それから、ハイデッカの腕の中で、もがくような寄り添うような中途半端な姿勢で、真っ赤になりながらまごうことなく喜びの光をたたえているティアの顔をちらっと見て、
あいつは、どちらかというと、無言の思いやりで相手を支えるタイプだった。セレナに対してさえ、人前で肩を抱きよせたり、手を握ったりするようなことはなかった。
ああいう、開けっ放しの、ただひたすら捧げ奪うような愛情表現は、ティアはされたことがなかっただろう。多分、生まれてから一度も。
女はね、わかっていても、時々言葉が欲しくなるのよ。
俺が、ジェシィに対して何もないことに対して、セレナが赤くなりながら戒めたことがあった。ティアは、そのセレナ以上に、言葉に飢えていただろう。決して求められない言葉。君が好きだという言葉。それから、愛情のこもった眼差しと、抱きしめようとする腕と胸と、それら全て。

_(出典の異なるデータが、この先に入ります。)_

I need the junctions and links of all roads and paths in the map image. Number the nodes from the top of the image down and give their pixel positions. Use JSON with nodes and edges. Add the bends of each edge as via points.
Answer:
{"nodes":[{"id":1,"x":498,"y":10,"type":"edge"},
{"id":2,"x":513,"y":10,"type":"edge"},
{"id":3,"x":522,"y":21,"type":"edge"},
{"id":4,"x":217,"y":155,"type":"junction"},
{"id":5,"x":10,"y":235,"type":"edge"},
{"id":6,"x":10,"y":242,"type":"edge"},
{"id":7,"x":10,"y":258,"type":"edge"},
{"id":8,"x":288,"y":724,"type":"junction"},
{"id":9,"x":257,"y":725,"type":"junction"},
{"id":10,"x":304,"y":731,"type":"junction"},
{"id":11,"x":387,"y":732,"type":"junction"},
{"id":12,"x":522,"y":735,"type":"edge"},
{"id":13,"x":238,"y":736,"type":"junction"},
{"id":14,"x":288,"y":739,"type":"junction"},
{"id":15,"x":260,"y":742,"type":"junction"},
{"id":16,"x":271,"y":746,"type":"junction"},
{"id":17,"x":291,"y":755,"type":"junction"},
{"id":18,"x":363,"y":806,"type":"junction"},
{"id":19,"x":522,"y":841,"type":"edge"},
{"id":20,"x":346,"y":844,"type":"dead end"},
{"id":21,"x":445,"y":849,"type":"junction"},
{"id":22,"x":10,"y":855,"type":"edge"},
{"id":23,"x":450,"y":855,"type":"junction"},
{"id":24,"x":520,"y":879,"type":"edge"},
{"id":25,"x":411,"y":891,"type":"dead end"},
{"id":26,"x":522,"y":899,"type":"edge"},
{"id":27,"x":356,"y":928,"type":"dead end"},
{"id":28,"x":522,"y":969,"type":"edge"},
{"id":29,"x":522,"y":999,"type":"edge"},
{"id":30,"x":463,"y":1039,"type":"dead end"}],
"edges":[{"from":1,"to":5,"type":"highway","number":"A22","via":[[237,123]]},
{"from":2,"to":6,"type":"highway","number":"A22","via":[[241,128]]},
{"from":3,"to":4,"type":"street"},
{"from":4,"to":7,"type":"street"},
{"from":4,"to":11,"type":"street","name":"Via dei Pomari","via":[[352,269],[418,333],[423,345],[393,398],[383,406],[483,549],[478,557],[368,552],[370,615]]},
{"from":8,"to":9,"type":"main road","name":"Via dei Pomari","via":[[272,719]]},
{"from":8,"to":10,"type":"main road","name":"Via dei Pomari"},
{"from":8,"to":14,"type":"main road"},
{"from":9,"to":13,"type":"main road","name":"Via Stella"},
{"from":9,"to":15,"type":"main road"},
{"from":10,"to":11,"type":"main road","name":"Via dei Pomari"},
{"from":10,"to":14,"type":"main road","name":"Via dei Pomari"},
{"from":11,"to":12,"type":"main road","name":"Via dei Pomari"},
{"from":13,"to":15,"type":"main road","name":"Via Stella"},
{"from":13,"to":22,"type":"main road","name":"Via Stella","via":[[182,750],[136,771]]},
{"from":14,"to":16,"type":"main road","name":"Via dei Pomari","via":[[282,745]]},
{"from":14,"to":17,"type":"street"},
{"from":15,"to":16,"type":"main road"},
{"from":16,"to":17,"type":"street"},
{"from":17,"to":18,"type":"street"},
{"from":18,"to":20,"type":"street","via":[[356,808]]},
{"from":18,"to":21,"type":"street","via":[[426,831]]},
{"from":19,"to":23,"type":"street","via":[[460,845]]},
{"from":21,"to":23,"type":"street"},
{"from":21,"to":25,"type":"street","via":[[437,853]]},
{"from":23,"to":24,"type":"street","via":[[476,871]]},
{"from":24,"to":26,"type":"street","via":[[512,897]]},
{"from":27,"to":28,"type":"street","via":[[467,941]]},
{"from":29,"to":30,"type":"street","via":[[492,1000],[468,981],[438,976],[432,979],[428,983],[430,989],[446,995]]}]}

奔流のごとく怒涛のごとくティアを繰り返しいとおしみいつくしむハイデッカの態度は、なんだか、その分を取り返させようとしているかのようだ。
ふと、そう思ってから、この馬鹿がそんなことまで考えてはいないだろうと、苦笑した。ただひたすら、自分が愛した女を抱きしめられる喜びに打ち震えているというだけのことだ。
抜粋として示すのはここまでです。